Key Question 2. What are the effects of menopausal hormone therapy preparations on coronary heart disease, stroke, or venous thromboembolism; gallbladder disease; osteoporotic fractures; or endometrial, breast, colorectal, or ovarian cancers? Exposure will be examined according to duration of use and initiation relative to age and onset of menopause. (For women desiring contraception, combined estrogen-progestogen and progesterone-only contraceptives are included.)

Key Question 3. What are the effects of nonhormone therapy preparations on coronary heart disease, stroke, or venous thromboembolism; gallbladder disease; osteoporotic fractures; or endometrial, breast, colorectal, or ovarian cancer? Exposure will be examined according to duration of use and initiation relative to age and onset of menopause. What are the significant agent-specific harms/adverse effects of nonhormone therapies?

Key Question 4. Does effectiveness and adverse effects vary among subgroups of participants defined by demographics, symptom severity, other medications, and comorbidities or according to agent, preparation, or dose?

Analytic Framework

Figure 1 depicts the potential impact of both hormonal and nonhormonal treatments among women with menopausal symptoms. KQ1 and KQ4 illustrate how hormone and nonhormone therapies for menopausal symptoms may improve quality of life as well as reduce the occurrence or severity of the following symptoms: vasomotor symptoms, sleep disturbance, sexual function, urogenital atrophy, quality of life, and psychological symptoms. Other benefits of these treatments may include the prevention of osteoporotic fractures and colorectal cancer, as represented by the straight line of KQ2 and KQ3. The curved line of KQ2 and KQ3 represent potential consequential adverse effects among women using hormone and nonhormone therapies. These adverse effects include coronary heart disease, stroke, venous thromboembolism, breast cancer, endometrial cancer, ovarian cancer, and gallbladder disease.

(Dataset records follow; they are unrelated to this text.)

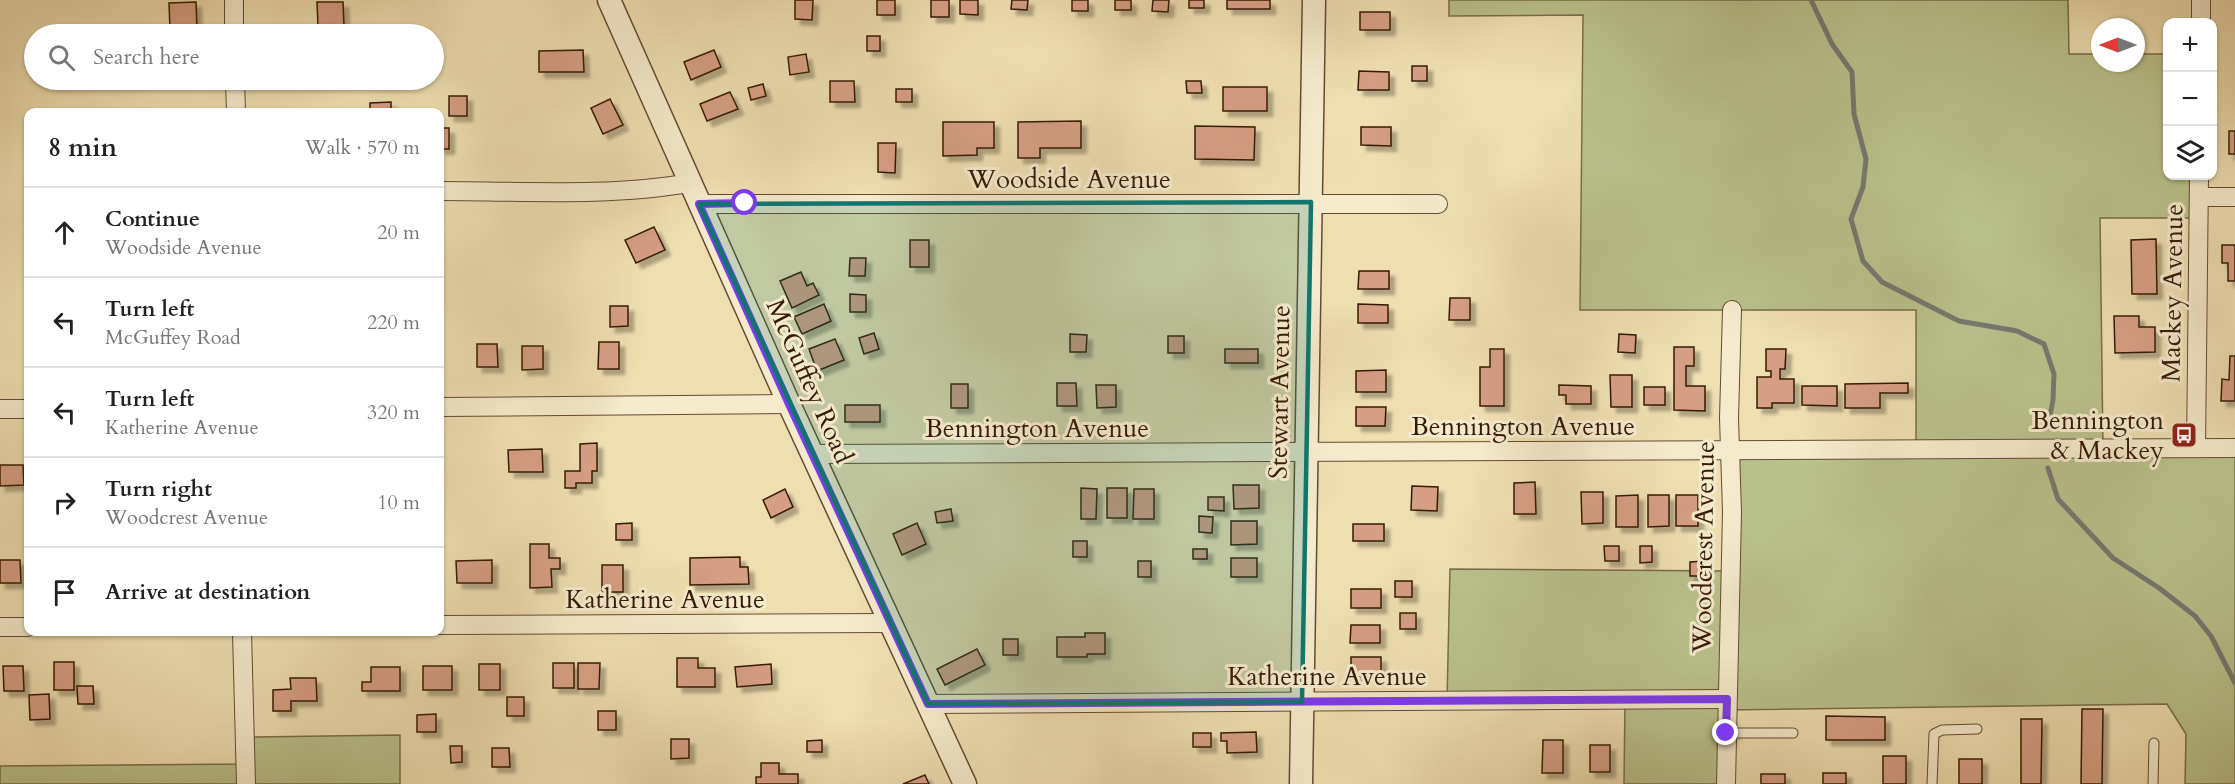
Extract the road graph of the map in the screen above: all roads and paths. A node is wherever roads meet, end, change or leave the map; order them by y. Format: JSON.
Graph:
{"nodes":[{"id":1,"x":234,"y":0,"type":"edge"},
{"id":2,"x":609,"y":0,"type":"edge"},
{"id":3,"x":1314,"y":0,"type":"edge"},
{"id":4,"x":2201,"y":0,"type":"edge"},
{"id":5,"x":2201,"y":18,"type":"edge"},
{"id":6,"x":234,"y":24,"type":"edge"},
{"id":7,"x":235,"y":90,"type":"edge"},
{"id":8,"x":236,"y":108,"type":"edge"},
{"id":9,"x":2199,"y":180,"type":"edge"},
{"id":10,"x":689,"y":183,"type":"junction"},
{"id":11,"x":444,"y":191,"type":"edge"},
{"id":12,"x":2199,"y":197,"type":"junction"},
{"id":13,"x":2235,"y":197,"type":"edge"},
{"id":14,"x":1311,"y":202,"type":"junction"},
{"id":15,"x":699,"y":204,"type":"junction"},
{"id":16,"x":1438,"y":204,"type":"dead end"},
{"id":17,"x":1732,"y":310,"type":"dead end"},
{"id":18,"x":789,"y":404,"type":"junction"},
{"id":19,"x":444,"y":407,"type":"edge"},
{"id":20,"x":24,"y":409,"type":"edge"},
{"id":21,"x":0,"y":410,"type":"edge"},
{"id":22,"x":2196,"y":448,"type":"junction"},
{"id":23,"x":2235,"y":448,"type":"edge"},
{"id":24,"x":1731,"y":450,"type":"junction"},
{"id":25,"x":1307,"y":452,"type":"junction"},
{"id":26,"x":812,"y":454,"type":"junction"},
{"id":27,"x":890,"y":623,"type":"junction"},
{"id":28,"x":444,"y":625,"type":"edge"},
{"id":29,"x":0,"y":627,"type":"edge"},
{"id":30,"x":24,"y":627,"type":"edge"},
{"id":31,"x":242,"y":636,"type":"edge"},
{"id":32,"x":1727,"y":699,"type":"junction"},
{"id":33,"x":1302,"y":702,"type":"junction"},
{"id":34,"x":928,"y":704,"type":"junction"},
{"id":35,"x":1977,"y":729,"type":"dead end"},
{"id":36,"x":1726,"y":733,"type":"junction"},
{"id":37,"x":1793,"y":733,"type":"dead end"},
{"id":38,"x":2154,"y":743,"type":"dead end"},
{"id":39,"x":246,"y":784,"type":"edge"},
{"id":40,"x":965,"y":784,"type":"edge"},
{"id":41,"x":1301,"y":784,"type":"edge"},
{"id":42,"x":1726,"y":784,"type":"edge"},
{"id":43,"x":1932,"y":784,"type":"edge"},
{"id":44,"x":2153,"y":784,"type":"edge"}],
"edges":[{"from":1,"to":6,"type":"street"},
{"from":2,"to":10,"type":"street","name":"McGuffey Road"},
{"from":3,"to":14,"type":"street","name":"Stewart Avenue"},
{"from":4,"to":5,"type":"street"},
{"from":7,"to":8,"type":"street"},
{"from":9,"to":12,"type":"street","name":"Mackey Avenue"},
{"from":10,"to":11,"type":"street"},
{"from":10,"to":15,"type":"street","name":"McGuffey Road"},
{"from":12,"to":13,"type":"street"},
{"from":12,"to":22,"type":"street","name":"Mackey Avenue"},
{"from":14,"to":15,"type":"street","name":"Woodside Avenue"},
{"from":14,"to":16,"type":"street","name":"Woodside Avenue"},
{"from":14,"to":25,"type":"street","name":"Stewart Avenue"},
{"from":15,"to":18,"type":"street","name":"McGuffey Road"},
{"from":17,"to":24,"type":"street","name":"Woodcrest Avenue"},
{"from":18,"to":19,"type":"street"},
{"from":18,"to":26,"type":"street","name":"McGuffey Road"},
{"from":20,"to":21,"type":"street"},
{"from":22,"to":23,"type":"street","name":"Bennington Avenue"},
{"from":22,"to":24,"type":"street","name":"Bennington Avenue"},
{"from":24,"to":25,"type":"street","name":"Bennington Avenue"},
{"from":24,"to":32,"type":"street","name":"Woodcrest Avenue"},
{"from":25,"to":26,"type":"street","name":"Bennington Avenue"},
{"from":25,"to":33,"type":"street","name":"Stewart Avenue"},
{"from":26,"to":27,"type":"street","name":"McGuffey Road"},
{"from":27,"to":28,"type":"street","name":"Katherine Avenue"},
{"from":27,"to":34,"type":"street","name":"McGuffey Road"},
{"from":29,"to":30,"type":"street"},
{"from":31,"to":39,"type":"street"},
{"from":32,"to":33,"type":"street","name":"Katherine Avenue"},
{"from":32,"to":36,"type":"street","name":"Woodcrest Avenue"},
{"from":33,"to":34,"type":"street","name":"Katherine Avenue"},
{"from":33,"to":41,"type":"street","name":"Stewart Avenue"},
{"from":34,"to":40,"type":"street","name":"McGuffey Road"},
{"from":35,"to":43,"type":"lane"},
{"from":36,"to":37,"type":"lane"},
{"from":36,"to":42,"type":"street","name":"Woodcrest Avenue"},
{"from":38,"to":44,"type":"lane"}]}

Figure 1 is the analytical framework for the project. For women experiencing menopausal symptoms, whether naturally or surgically-induced, what are the potential impacts of hormonal and nonhormonal treatments? KQ1 and KQ4 represent how hormone and nonhormone therapies may improve: vasomotor symptoms, quality of life, sleep disturbance, sexual function, urogenital atrophy, and psychological symptoms. Other potential benefits of these treatments may include the prevention of osteoporotic fractures and colorectal cancer, as represented by the straight line of KQ2 and KQ3. The curved line of KQ2 and KQ3 represent potential long term adverse effects from using these hormone and nonhormone therapies. Adverse effects include: coronary heart disease, stroke, and venous thromboembolic events; breast, endometrial, and ovarian cancer; and gall bladder disease.

Figure 1

Analytic framework. a Excludes women with breast cancer or receiving tamoxifen.